How to Survive A Grizzly Attack

I know this is easier said than done when hundreds of pounds of furry death are charging at you at a shocking rate of speed, but try not to panic. If you panic and run, you’re not going to win that foot race, and you’ll only stimulate a “cat and mouse” predator response. A panicked person is also less likely to deploy bear spray with speed and accuracy.

Step 1: Get your bear spray out and pull out the safety pin. Be ready for the bear to run at you, but don’t get ready to run away yourself. Put up a brave front. Stand your ground or back away slowly. Talk to the bear with authority, telling it to “go away” or whatever you like. If the bear growls or makes a woofing or huffing sound, get louder yourself and wave your arms. Many bear charges are done in an exploratory way. It’s often a bluff to see if you are going to run (like prey) or attack them (like a threat).
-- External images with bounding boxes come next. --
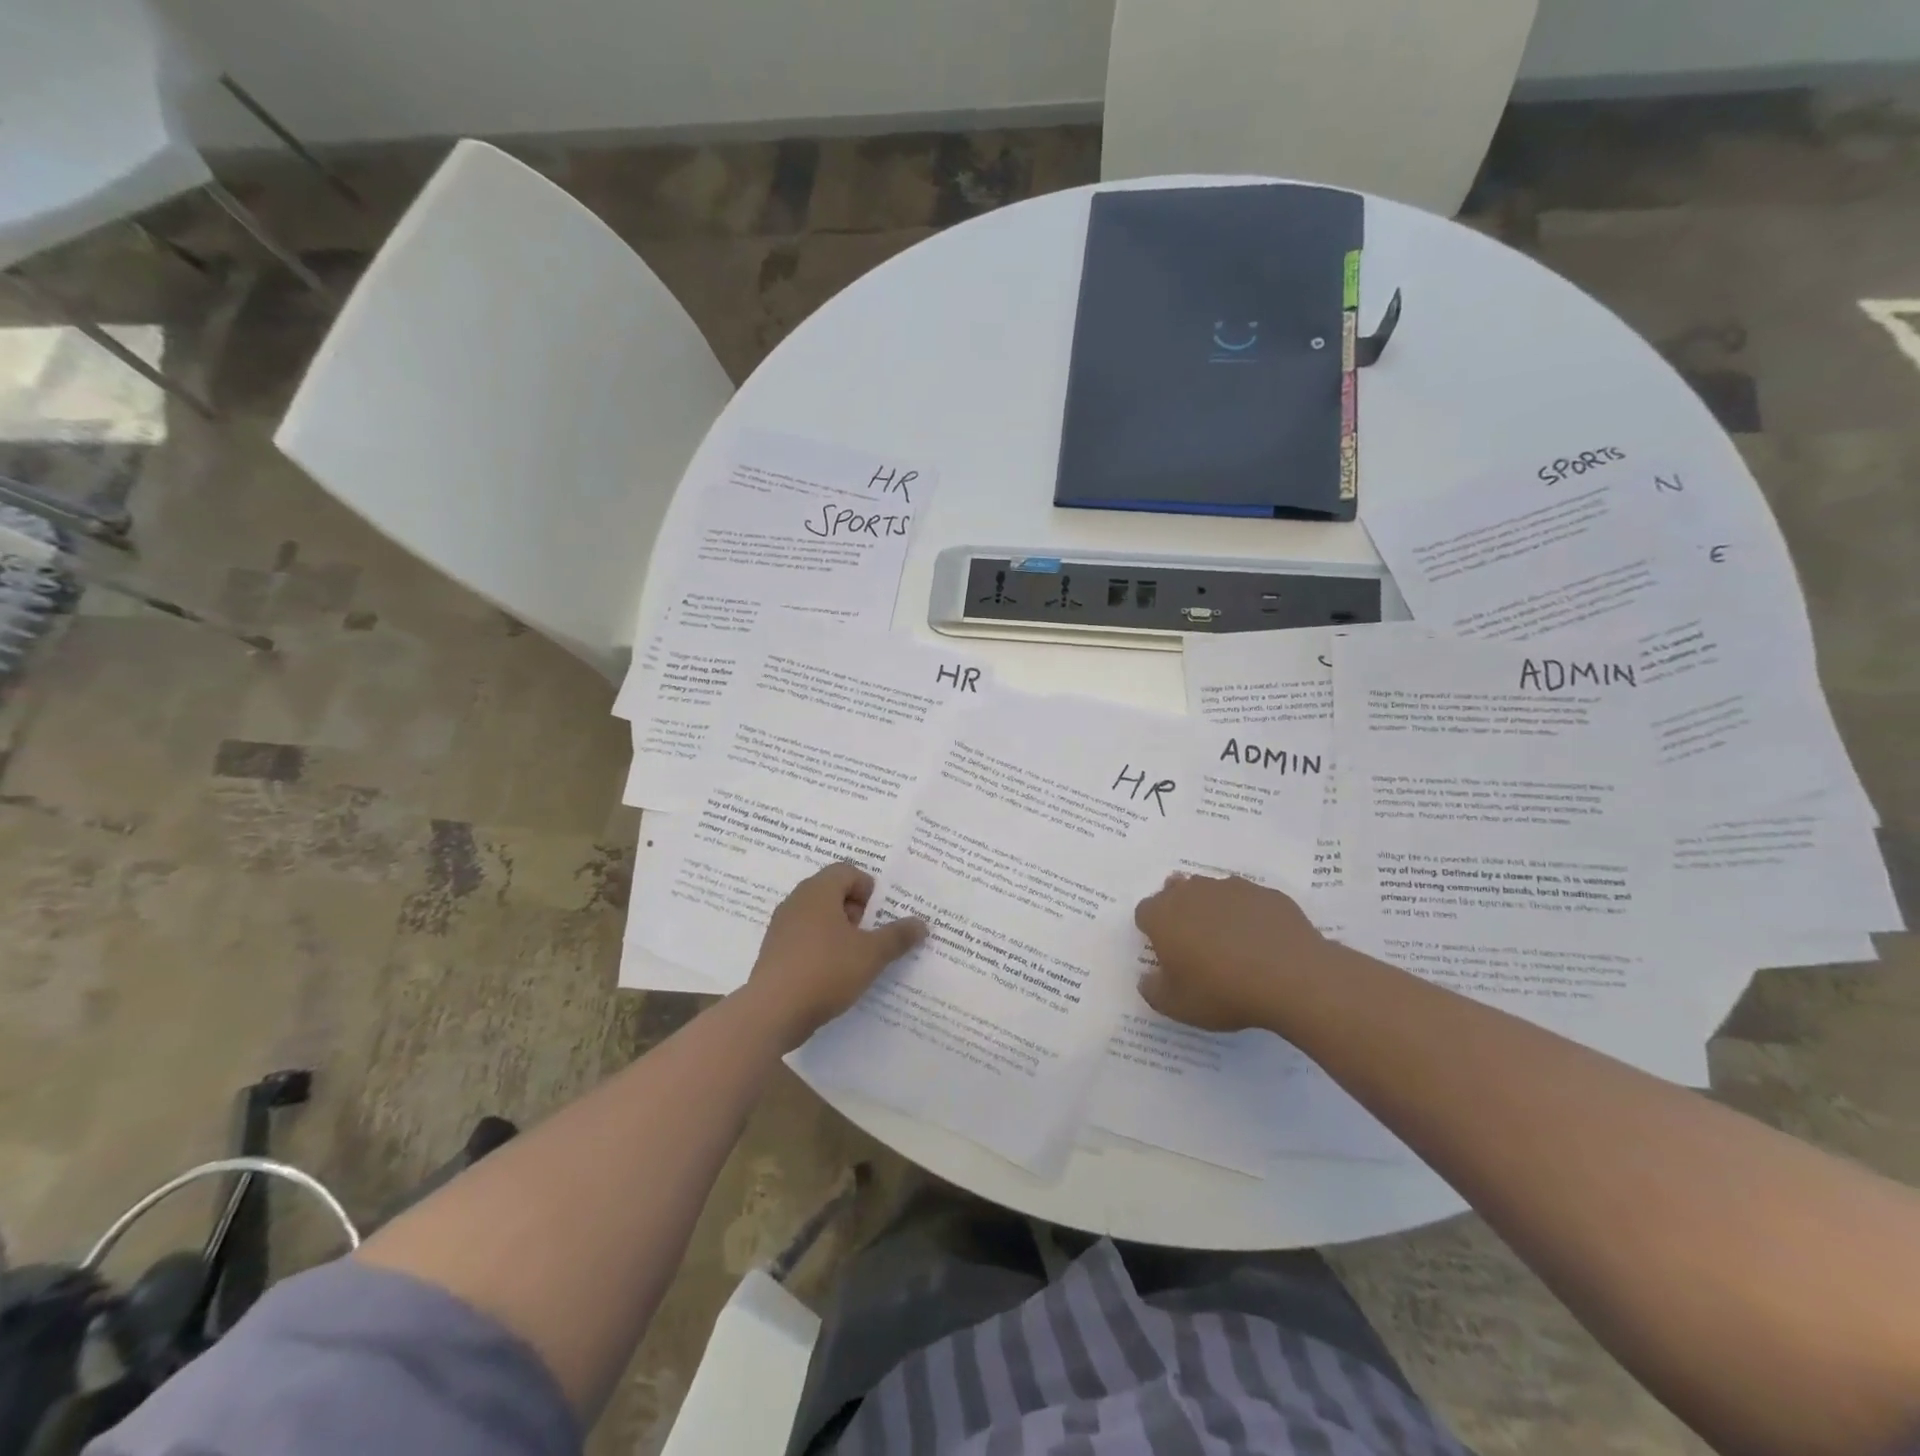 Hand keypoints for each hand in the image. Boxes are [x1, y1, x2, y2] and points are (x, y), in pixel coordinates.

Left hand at [742, 863, 927, 1048]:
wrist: (772, 1012)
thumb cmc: (826, 971)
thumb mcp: (871, 954)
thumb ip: (898, 936)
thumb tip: (921, 923)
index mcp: (818, 891)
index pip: (847, 871)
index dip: (868, 888)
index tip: (878, 916)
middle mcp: (796, 901)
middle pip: (831, 891)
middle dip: (855, 910)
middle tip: (870, 935)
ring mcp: (781, 927)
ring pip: (816, 916)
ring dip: (838, 930)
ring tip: (854, 957)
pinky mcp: (773, 951)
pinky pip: (803, 938)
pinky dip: (820, 947)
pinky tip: (831, 974)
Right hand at [1134, 873, 1328, 1032]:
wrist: (1292, 978)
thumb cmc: (1223, 992)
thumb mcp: (1177, 1006)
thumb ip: (1153, 990)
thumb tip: (1147, 978)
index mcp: (1164, 915)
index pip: (1145, 912)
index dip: (1152, 930)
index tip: (1166, 953)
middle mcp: (1193, 892)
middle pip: (1175, 891)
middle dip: (1180, 911)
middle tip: (1194, 943)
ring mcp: (1231, 888)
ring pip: (1212, 891)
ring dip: (1213, 909)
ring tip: (1229, 942)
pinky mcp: (1265, 893)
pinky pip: (1248, 900)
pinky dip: (1248, 914)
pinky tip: (1261, 941)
Step 2: If the bear charges, spray their face with bear spray when they are less than 20 yards away. Don’t unload the whole canister. Save some for follow up shots. Stay alert to wind direction if possible since you don’t want the spray to come back on you.

Step 3: If you’re out of bear spray and the bear keeps coming, play dead. Leave your backpack on (if you have one) to protect your back and spine. Lay face down, with your hands behind your head to protect your skull and neck. Hopefully, the grizzly will only swat you around a little and leave. Wait for the grizzly to leave before getting up and seeking help. They may attack again, if you get up too soon.

Step 4: If playing dead didn’t work and the attack intensifies, fight for your life. Do this only as a last resort as fighting during an attack will often make things worse. Pull out your knife and stab the eyes, face, nose, and mouth of the bear. Again, the chances of things getting this far are very remote, so do what you can to keep things from going this wrong.